Okay, lastly and definitely not least, I must say a few words about Keanu Reeves performance. Keanu plays Chris Nadeau, the enigmatic son of Pippa and Herb's neighbor and friend Dot Nadeau. Before Pippa is ever introduced to Chris, Dot comes by to talk to her about how upset she is with her 35 year old son who must move back home do to his current divorce and lack of job. Dot feels that at his age he should have a career and seems to blame him for his failed marriage. She seeks out Pippa's council since everyone thinks that Pippa is wise and graceful and filled with all the right answers. Pippa finally meets Chris at the Nadeau residence to pay her respects after Dot's husband passes away. She is invited in by a guest or relative and I couldn't help but notice that the walls of the living room were painted a bubblegum shade of pink which I thought was kind of odd. Pippa goes to find Dot in the house and hears arguing coming from one particular room (which you soon find out is Chris' room). When Pippa knocks on the door to announce to Dot that she has arrived, Chris yanks it open and I think her spoke volumes. At the door is a shirtless Keanu Reeves--I mean Chris--with a huge tattoo of Jesus that spands from his collar bone down to his stomach/abdomen. It's so in-your-face that it left Pippa and even myself, speechless for a moment. Then of course I asked myself, when, why, how? It just made Keanu's character even more intriguing. Besides the shirtless, irritated Chris and the obvious argument that he was having with his mother, the other thing that you can't miss is the drastic change in color. Instead of bubblegum pink, Chris' room is a bright green and his bedsheets are yellow. There may be a few people that think I'm crazy for this analysis but within those few minutes--from the time Pippa enters the house to when she comes face to face with Chris--something told me that Chris' issues somehow stems from his childhood. I'm not saying Dot is a bad mother because you can tell she genuinely is concerned for her son,'s just a feeling I got from the extreme color schemes in the house. Like Winona Ryder, Keanu Reeves is another one of those actors that you really don't see much of in recent years. Despite this, I really like and enjoy his acting despite critics saying that he has no range.
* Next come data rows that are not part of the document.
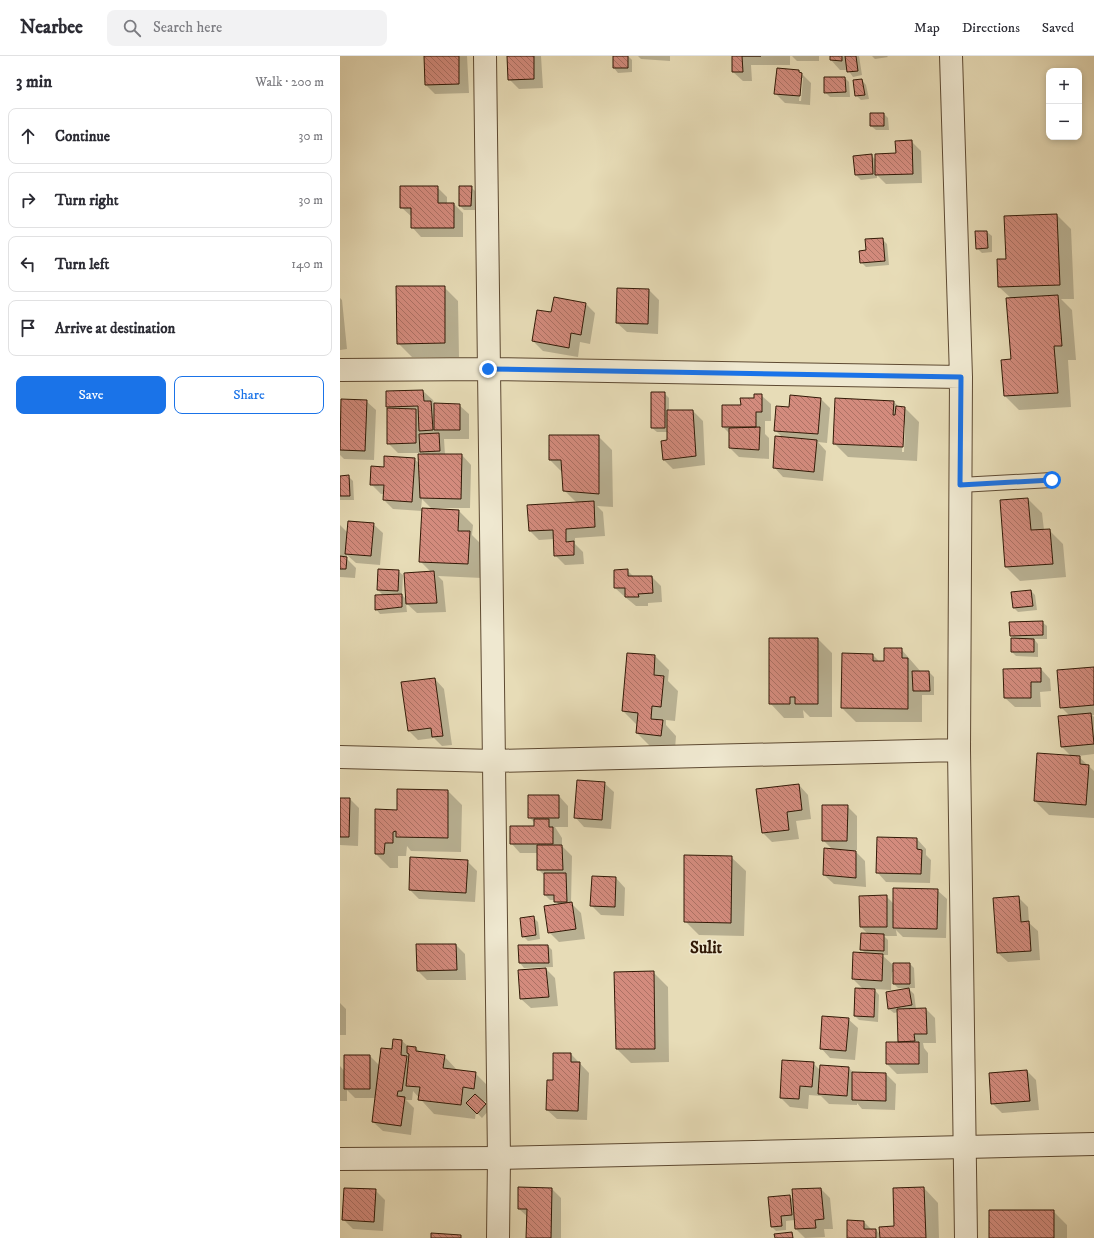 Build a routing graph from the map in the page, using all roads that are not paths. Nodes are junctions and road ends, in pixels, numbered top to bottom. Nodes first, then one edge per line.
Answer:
1 (485, 56) edge
2 (951, 56) edge
3 (488, 369) junction
4 (340, 370) edge
5 (961, 377) junction
6 (1052, 480) dead end
7 (960, 485) junction
8 (959, 750) junction
9 (340, 757) edge
10 (494, 761) junction
11 (1094, 1144) edge
12 (965, 1147) junction
13 (499, 1158) junction
14 (340, 1159) edge
15 (498, 1238) edge
16 (966, 1238) edge

1 - 3 street
2 - 5 street
3 - 4 street
3 - 5 street
3 - 10 street
5 - 7 street
6 - 7 lane
7 - 8 street
8 - 10 street
8 - 12 street
9 - 10 street
10 - 13 street
11 - 12 street
12 - 13 street
12 - 16 street
13 - 14 street
13 - 15 street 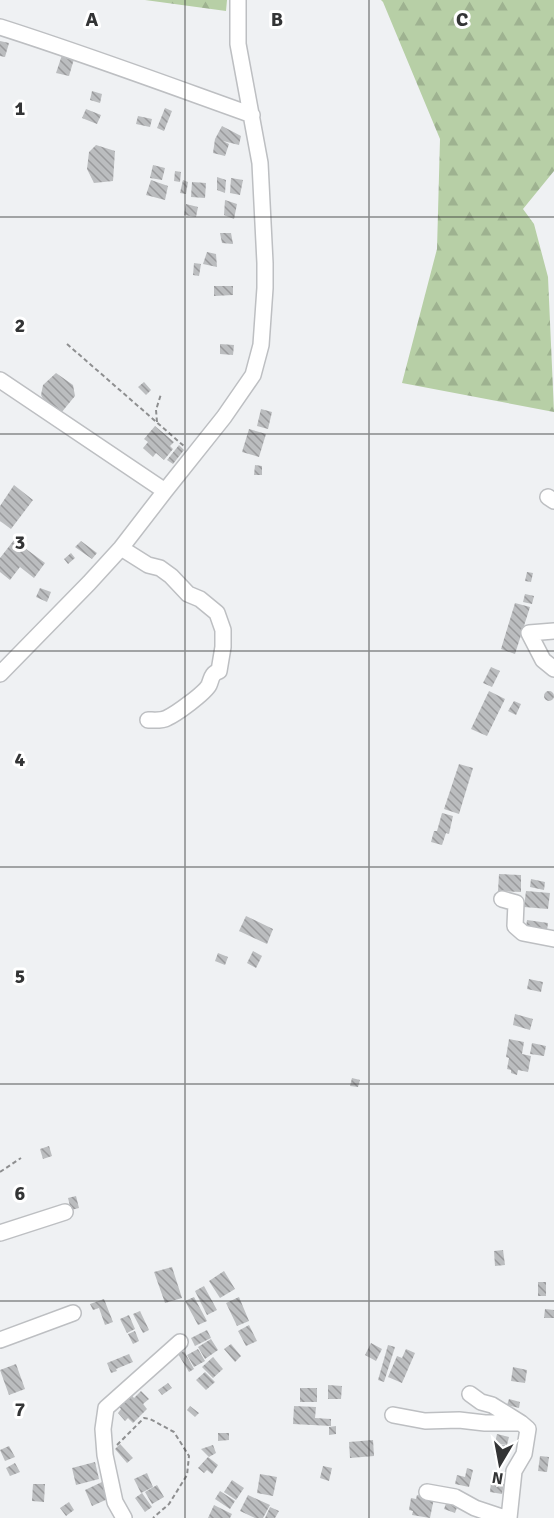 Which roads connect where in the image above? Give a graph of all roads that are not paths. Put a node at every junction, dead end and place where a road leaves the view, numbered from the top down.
1 (238, 0) edge
2 (0, 27) edge
3 (252, 115) junction
4 (0, 380) edge
5 (165, 491) junction
6 (121, 548) junction
7 (554, 631) edge
8 (554, 669) edge
9 (0, 674) edge
10 (148, 720) dead end
11 (502, 898) dead end
12 (554, 939) edge
13 (65, 1212) dead end
14 (0, 1233) edge
15 (73, 1312) dead end
16 (0, 1340) edge
17 (180, 1342) dead end
18 (470, 1394) dead end
19 (393, 1415) dead end
20 (521, 1423) junction
21 (427, 1492) dead end
22 (124, 1518) edge
23 (507, 1518) edge

1 - 3 street
2 - 3 street
3 - 5 street
4 - 5 street
5 - 6 street
6 - 9 street
6 - 10 street
7 - 8 street
11 - 12 street
13 - 14 street
15 - 16 street
17 - 22 street
18 - 20 street
19 - 20 street
20 - 23 street
21 - 23 street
Okay now for the minor reasons why I didn't give this movie a perfect rating. While I absolutely loved the flashback scenes and the pertinent information that is given to us so we as the viewer can fill in the gaps in Pippa's life, I feel that some things could have been elaborated on. Again, I don't want to give away too many details but one thing that bugged me was Pippa's father and brothers. Her father was a reverand and she had at least 3 or 4 older brothers. I understand that her mother had issues and that it lead to Pippa moving out to seek refuge with her Aunt Trish. But why didn't her father step in? Why didn't any of her brothers, who most likely were out of the house and living on their own offer her a place to stay? Okay now hold that thought and let me go back to Aunt Trish and her lover Kat. Without giving away too much detail, Kat sort of causes a little trouble between Aunt Trish and Pippa. In my personal opinion, a 16 year old Pippa should not have been held accountable and I was shocked when Pippa was dumped on the street to fend for herself. Why didn't Trish reprimand Kat? Why would she be mad at an underage Pippa? And going back to her brothers, why didn't she go live with them? The movie made no mention of a fight with her brothers or even her father. I just could not understand or find it believable that not one brother kept in touch with her, even later in Pippa's life. I wish the script had elaborated a little more on her relationship (or lack there of) with her brothers.

The Private Lives of Pippa Lee is one of those movies that may be sitting on your shelf collecting dust or you have passed several times at the video store because you just aren't sure if you are in the mood for a drama about a middle aged woman going through a sort of midlife crisis. But it is much more then that. With a great array of actors and a few surprises here and there that keeps you interested until the very end, this is definitely one of those movies that is worth giving a couple of hours of your time to. (Especially on a rainy day or with a friend or mother!)